In this post, I'll just be going over some general information about the family in America.
As humans, we are social creatures and have a great need to be around people that care for us. A family is a perfect place to fulfill our needs to be connected and loved. There are so many wonderful things about the family and what it can do for us psychologically and socially. "Family" is something that is understood by everyone -- we all have a definition for it and know what being part of a family entails. However, there are some popular myths about family life that I would like to put to rest. First off, we have not lost the extended family. We are still connected to the other generations in our family, and the percentage of families that have in multigenerational homes rose to 16.1 since 2008 after it dropped for a while. Also, opposites don't attract. We're more likely to marry someone with our same values, beliefs, lifestyles, and background, and that marriage is more likely to be a successful marriage. But I'm not saying there aren't exceptions. This is just a general statement. Also, people don't get married because they love each other. Yes, this is a factor, but there are a lot of other factors as well that we either consciously or subconsciously take into consideration. Another myth (that I hear especially a lot) is happily married people don't have conflict. This is simply not true. The "happily ever after" that we think about is not realistic because there will be varying amounts of disagreements and differences. My parents are happily married, but they still argue over things sometimes. Am I to assume they don't love each other and that they aren't happily married? Of course not. Don't be led astray by this prevalent myth. Myths such as these can set unrealistic expectations, ruin good relationships, and make us unhappy in the long run in general. So it's important to seek out the truth for yourself. There are many other myths that are just as dangerous, but I'll move onto my next topic.

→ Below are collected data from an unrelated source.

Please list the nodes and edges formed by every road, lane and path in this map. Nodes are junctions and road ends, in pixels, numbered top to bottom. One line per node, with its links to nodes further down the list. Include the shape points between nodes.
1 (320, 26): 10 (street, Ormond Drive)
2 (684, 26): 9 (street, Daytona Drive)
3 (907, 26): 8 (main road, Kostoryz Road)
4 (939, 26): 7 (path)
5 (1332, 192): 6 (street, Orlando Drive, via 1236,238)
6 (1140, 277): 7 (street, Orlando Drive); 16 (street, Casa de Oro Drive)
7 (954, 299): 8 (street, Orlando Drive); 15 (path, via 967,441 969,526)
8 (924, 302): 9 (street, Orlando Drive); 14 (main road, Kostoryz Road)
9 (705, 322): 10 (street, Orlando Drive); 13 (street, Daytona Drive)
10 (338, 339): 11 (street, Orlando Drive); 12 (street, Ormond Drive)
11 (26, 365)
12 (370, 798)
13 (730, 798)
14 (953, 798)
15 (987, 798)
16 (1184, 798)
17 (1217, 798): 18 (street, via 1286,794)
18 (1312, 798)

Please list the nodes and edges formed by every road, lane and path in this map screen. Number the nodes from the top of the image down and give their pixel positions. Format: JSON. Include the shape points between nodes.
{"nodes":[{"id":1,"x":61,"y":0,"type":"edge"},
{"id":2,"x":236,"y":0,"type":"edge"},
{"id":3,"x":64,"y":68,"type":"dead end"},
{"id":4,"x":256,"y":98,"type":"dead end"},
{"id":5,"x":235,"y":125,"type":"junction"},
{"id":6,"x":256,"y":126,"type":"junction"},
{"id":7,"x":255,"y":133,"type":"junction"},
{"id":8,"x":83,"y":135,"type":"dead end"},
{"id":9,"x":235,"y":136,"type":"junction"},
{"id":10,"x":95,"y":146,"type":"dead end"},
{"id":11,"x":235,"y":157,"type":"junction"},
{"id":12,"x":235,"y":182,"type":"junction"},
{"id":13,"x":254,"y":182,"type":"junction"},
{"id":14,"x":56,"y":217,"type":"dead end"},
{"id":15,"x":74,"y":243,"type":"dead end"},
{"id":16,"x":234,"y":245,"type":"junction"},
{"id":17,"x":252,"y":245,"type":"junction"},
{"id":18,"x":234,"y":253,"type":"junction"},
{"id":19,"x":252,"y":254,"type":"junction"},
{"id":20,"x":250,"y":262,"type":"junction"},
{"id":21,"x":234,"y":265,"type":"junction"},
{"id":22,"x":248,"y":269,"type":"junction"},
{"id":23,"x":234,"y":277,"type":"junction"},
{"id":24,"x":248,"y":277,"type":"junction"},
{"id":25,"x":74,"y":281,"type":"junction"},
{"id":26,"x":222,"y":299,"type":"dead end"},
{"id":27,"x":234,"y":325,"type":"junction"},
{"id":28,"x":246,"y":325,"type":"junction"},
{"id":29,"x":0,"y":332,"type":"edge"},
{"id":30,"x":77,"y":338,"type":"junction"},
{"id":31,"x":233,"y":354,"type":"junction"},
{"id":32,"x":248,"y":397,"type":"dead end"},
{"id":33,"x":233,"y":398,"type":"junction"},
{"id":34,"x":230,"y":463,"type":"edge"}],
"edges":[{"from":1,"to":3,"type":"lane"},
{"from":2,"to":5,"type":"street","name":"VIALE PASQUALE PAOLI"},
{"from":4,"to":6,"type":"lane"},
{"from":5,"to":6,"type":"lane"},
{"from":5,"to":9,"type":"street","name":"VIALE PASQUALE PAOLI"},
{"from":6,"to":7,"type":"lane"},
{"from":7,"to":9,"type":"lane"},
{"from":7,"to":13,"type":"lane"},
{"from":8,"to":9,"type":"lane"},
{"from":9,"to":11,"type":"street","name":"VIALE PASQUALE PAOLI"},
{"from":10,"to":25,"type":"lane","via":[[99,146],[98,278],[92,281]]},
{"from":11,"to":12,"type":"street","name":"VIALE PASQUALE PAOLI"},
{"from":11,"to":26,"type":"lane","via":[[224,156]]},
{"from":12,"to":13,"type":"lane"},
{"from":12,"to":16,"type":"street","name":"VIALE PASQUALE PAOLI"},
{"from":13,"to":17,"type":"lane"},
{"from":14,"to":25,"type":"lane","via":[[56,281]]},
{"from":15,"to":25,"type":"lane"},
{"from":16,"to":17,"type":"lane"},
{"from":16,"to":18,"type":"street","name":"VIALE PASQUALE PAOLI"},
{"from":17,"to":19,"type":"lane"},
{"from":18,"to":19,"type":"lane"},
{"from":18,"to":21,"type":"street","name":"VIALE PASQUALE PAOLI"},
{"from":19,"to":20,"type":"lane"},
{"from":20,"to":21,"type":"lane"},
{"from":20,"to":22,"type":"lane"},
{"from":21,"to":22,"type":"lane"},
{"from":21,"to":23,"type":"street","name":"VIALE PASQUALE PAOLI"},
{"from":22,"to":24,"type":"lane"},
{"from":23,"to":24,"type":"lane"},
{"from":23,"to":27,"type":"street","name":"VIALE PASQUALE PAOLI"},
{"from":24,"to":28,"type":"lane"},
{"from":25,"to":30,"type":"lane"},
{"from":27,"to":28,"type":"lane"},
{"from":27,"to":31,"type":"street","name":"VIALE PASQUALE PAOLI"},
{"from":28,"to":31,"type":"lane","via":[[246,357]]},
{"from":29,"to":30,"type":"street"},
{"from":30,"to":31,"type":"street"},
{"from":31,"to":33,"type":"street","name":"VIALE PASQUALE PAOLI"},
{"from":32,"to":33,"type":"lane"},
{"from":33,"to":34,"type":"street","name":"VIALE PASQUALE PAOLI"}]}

I've talked about myths, and now I'll talk about some facts. There have been ten social trends of the family that has taken root recently. Cohabiting, childbearing age, premarital sex, the age of marriage, living alone, and working moms are all trends that have increased in numbers in the last little while. Meanwhile, fertility rates have gone down. Also, divorce rates have been steady after they increased in number for a while. Some of these trends are negatively affecting the family system. The family is such an important topic. There are so many benefits and strengths to marriages and families. I encourage you to find ways to strengthen your own families and recognize the wonderful things about them.
The book Marriage and Family by Robert H. Lauer has many great insights about family if you are interested.